→ Problem:
When you reach the line containing "middle dip: (236, 324)" in the records below, start copying exactly, and stop once you have copied the line containing "thumb ip: (827, 443)".

→ Available data:
┌──

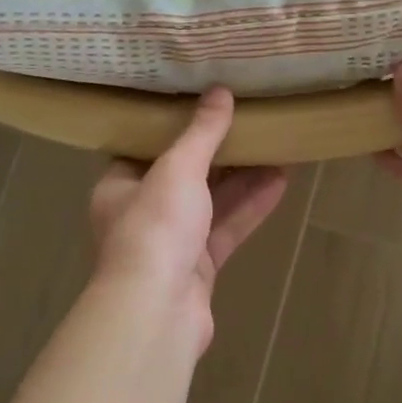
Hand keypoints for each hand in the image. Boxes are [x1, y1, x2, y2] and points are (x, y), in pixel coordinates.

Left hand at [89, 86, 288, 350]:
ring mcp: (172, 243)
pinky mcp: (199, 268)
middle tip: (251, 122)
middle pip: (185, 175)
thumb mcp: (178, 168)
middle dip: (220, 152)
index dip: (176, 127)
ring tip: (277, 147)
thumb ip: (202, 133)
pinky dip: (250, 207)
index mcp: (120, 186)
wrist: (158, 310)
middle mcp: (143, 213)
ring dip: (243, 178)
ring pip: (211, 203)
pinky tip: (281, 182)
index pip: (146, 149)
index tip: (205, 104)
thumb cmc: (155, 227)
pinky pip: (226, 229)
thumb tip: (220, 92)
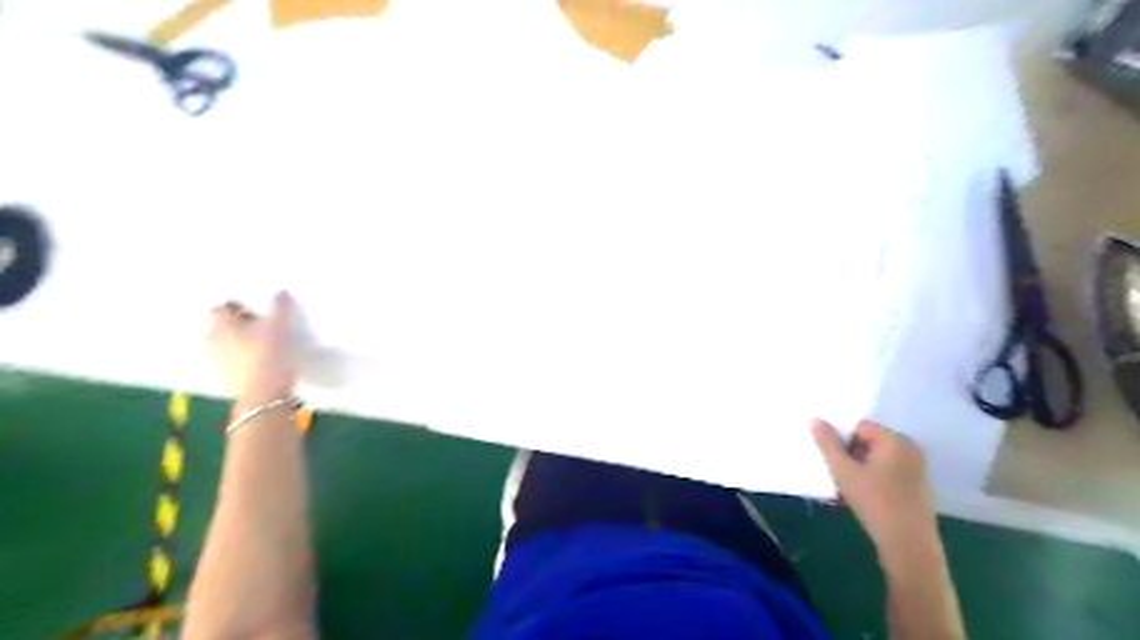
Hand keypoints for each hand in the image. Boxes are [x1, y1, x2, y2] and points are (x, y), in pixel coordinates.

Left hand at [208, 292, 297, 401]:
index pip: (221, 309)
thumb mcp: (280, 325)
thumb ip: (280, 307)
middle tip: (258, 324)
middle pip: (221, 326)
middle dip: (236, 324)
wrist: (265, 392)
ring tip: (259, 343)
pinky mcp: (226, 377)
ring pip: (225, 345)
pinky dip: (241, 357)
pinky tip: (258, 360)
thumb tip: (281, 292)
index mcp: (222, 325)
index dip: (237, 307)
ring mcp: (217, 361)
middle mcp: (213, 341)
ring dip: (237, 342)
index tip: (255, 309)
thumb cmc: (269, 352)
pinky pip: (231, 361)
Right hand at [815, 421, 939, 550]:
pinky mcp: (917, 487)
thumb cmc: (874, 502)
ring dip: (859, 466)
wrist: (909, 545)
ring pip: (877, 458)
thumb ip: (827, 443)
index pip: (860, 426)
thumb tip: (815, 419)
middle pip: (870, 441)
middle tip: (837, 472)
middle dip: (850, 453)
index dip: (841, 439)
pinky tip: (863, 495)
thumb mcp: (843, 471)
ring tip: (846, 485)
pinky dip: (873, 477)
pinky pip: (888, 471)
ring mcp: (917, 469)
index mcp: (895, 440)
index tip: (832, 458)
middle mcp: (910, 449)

└──
┌──

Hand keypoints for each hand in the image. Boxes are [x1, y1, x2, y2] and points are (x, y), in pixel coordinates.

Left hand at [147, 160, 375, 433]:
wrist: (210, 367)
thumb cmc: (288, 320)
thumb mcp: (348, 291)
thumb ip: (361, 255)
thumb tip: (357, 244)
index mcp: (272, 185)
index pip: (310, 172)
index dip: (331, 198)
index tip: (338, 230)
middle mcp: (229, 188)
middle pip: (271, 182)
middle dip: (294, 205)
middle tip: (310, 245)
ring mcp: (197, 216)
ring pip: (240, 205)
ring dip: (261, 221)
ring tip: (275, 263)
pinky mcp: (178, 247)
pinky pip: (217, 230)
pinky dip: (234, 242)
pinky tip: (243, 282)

└──
┌──

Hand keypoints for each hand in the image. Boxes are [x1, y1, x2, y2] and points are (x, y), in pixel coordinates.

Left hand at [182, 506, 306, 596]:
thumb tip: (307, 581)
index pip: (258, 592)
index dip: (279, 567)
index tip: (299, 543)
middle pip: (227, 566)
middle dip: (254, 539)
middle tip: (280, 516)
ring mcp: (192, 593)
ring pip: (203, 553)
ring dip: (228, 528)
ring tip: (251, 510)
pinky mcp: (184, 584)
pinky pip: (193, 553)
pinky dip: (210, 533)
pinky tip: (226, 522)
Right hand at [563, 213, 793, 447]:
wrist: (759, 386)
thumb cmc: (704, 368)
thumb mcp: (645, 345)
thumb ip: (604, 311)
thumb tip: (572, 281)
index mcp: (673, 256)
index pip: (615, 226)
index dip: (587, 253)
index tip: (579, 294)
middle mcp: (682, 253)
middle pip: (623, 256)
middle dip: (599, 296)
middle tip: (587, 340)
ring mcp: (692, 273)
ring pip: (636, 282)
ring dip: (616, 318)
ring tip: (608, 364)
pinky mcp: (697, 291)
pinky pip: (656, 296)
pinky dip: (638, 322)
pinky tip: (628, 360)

└──

→ Answer below:
middle dip: (236, 324)
wrist: (265, 392)
ring tip: (259, 343)
pinky mcp: (226, 377)
ring pip: (225, 345)
pinky dip: (241, 357)
pinky tip: (258, 360)
thumb tip: (281, 292)
index mcp: (222, 325)
index dip: (237, 307)
ring mcp: (217, 361)
middle mcp: (213, 341)
ring dip: (237, 342)
index tip: (255, 309)
thumb cmc: (269, 352)
pinky pip: (231, 361)
Right hand at [815, 421, 939, 550]:
pinky mcp: (917, 487)
thumb cmc: (874, 502)
ring dip: (859, 466)
wrist: (909, 545)
ring pip: (877, 458)
thumb ip: (827, 443)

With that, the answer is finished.